Demokratie ist ein Gemeinwesen, bei dem alle beteiligt sein und viele mitwirken sollen. Ohne engagierte Bürger, die ihren Sachverstand, ihren Einsatz, ihre Zeit mitbringen, um Politik und ihre Umwelt zu gestalten, würden die Werte unserer Gesellschaft schnell austrocknen. Denn wenn wir uns nicht selbst engagieren, wenn wir uns nicht einmal mehr selbst "regieren" wollen, dann werden wir zu einem Volk von passiven Meckerern, die sich gegen die "Kaste der Politiker" in einer Weise wenden, als sei Politik so etwas wie schlechter Service in einem Nobel-Restaurant.

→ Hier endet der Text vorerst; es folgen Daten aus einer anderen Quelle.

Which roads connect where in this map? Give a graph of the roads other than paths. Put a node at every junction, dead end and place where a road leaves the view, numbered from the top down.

Auch Unternehmer hört man manchmal so reden – und ab und an ertappt man sich selbst dabei, unreflektiert über die "da oben" zu schimpfen. Eine lebendige Demokratie ist allerdings das genaue Gegenteil eines Kastenwesens, weil in einer Demokratie jeder Politiker werden kann. Demokratie beruht auf der Einbindung aller Bürger. Wenn sich alle Schichten und Gruppierungen – auch wieder mehr Unternehmer – in ihrem Wohnort aufstellen lassen, hat der Wähler auch die Auswahl.

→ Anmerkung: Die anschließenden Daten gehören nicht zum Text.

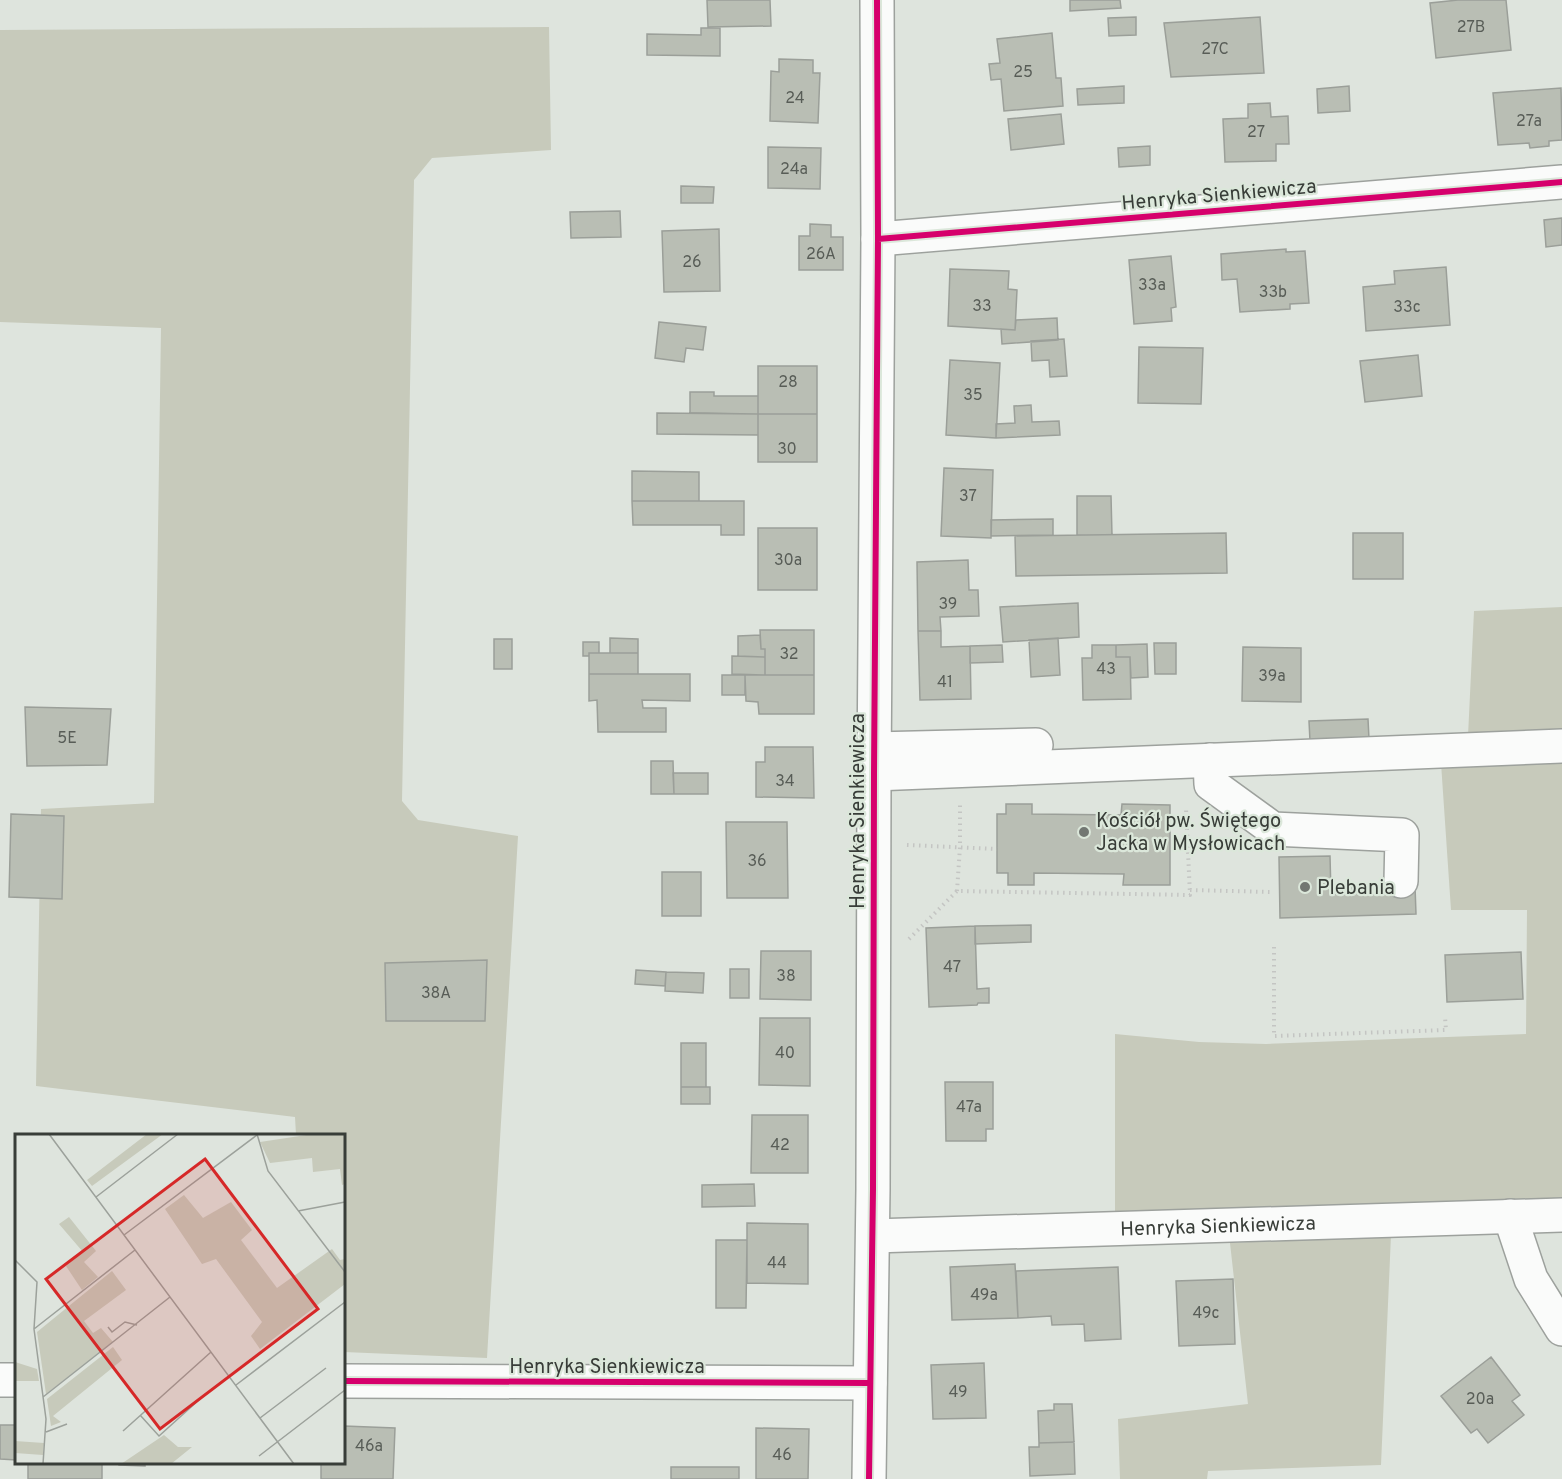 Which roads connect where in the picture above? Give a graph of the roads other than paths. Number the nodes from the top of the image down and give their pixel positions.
1 (877, 0) edge
2 (1562, 182) edge
3 (878, 239) junction
4 (1562, 746) edge
5 (1212, 750) junction
6 (874, 761) junction
7 (1401, 881) dead end
8 (1562, 1215) edge
9 (1510, 1216) junction
10 (873, 1236) junction
11 (1562, 1329) edge
12 (345, 1381) edge
13 (870, 1383) junction
14 (869, 1479) edge

1 - 3 street, Henryka Sienkiewicza
2 - 3 street, Henryka Sienkiewicza
3 - 6 street, Henryka Sienkiewicza
4 - 5 street
5 - 6 street
5 - 7 street
6 - 10 street, Henryka Sienkiewicza
8 - 9 street, Henryka Sienkiewicza
9 - 10 street, Henryka Sienkiewicza
9 - 11 street
10 - 13 street, Henryka Sienkiewicza
12 - 13 street, Henryka Sienkiewicza
13 - 14 street, Henryka Sienkiewicza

Ich höre die Unternehmerkollegen schwer atmen, soll ich wirklich meine raren Feierabende in end- und sinnlosen Diskussionen mit Leuten, die zu viel Zeit haben, verbringen? Das lohnt sich doch gar nicht, man kann sowieso nichts ändern. Irrtum – und wie es sich lohnt! Und was man ändern kann! Die Qualität unserer Umwelt und vielbeschworenen Heimat ist weder Schicksal noch Zufall, sondern Ergebnis einer Summe von demokratisch getroffenen Entscheidungen. Politik – von Globalisierung bis Digitalisierung – wird vor Ort konkret. Gibt es genug bezahlbaren Wohnraum? Wie ist die Qualität der Infrastruktur? Der Schulen? Gibt es genug Arbeitsplätze? Wie integriert man Flüchtlinge? Wie sorgt man für Sicherheit?

Gerade heute werden weltläufige und erdverbundene Persönlichkeiten, die mit Menschen umgehen können, in der Politik dringend gebraucht. Die Bürgermeister, die unternehmerisch Denkende im Gemeinderat haben, sind die glücklicheren. Der Beitrag der Unternehmer zum Ganzen muss aus der Mitte unserer Gesellschaft in die Mitte der politischen Arena getragen werden. Denn in den Kommunen der Schwarzwald AG muss derzeit einiges unternommen werden, um das Land auch abseits der Metropolen attraktiv zu halten.

Es geht um Breitband und Berufsschulen. Es geht aber auch um unseren Staat, unsere soziale Marktwirtschaft und um unsere Zukunft in Deutschland. Wenn zu viele in der Demokratie schlafen, kann es sein, dass wir irgendwann in autoritären Strukturen aufwachen! Deshalb mein Appell mit nüchternem Schwarzwälder Pathos: Engagiert Euch vor Ort für Euer Gemeinwesen! Eine Demokratie braucht klare Werte, Offenheit für Neues und Unternehmergeist. Und Menschen, die dies auf sympathische Weise verkörpern.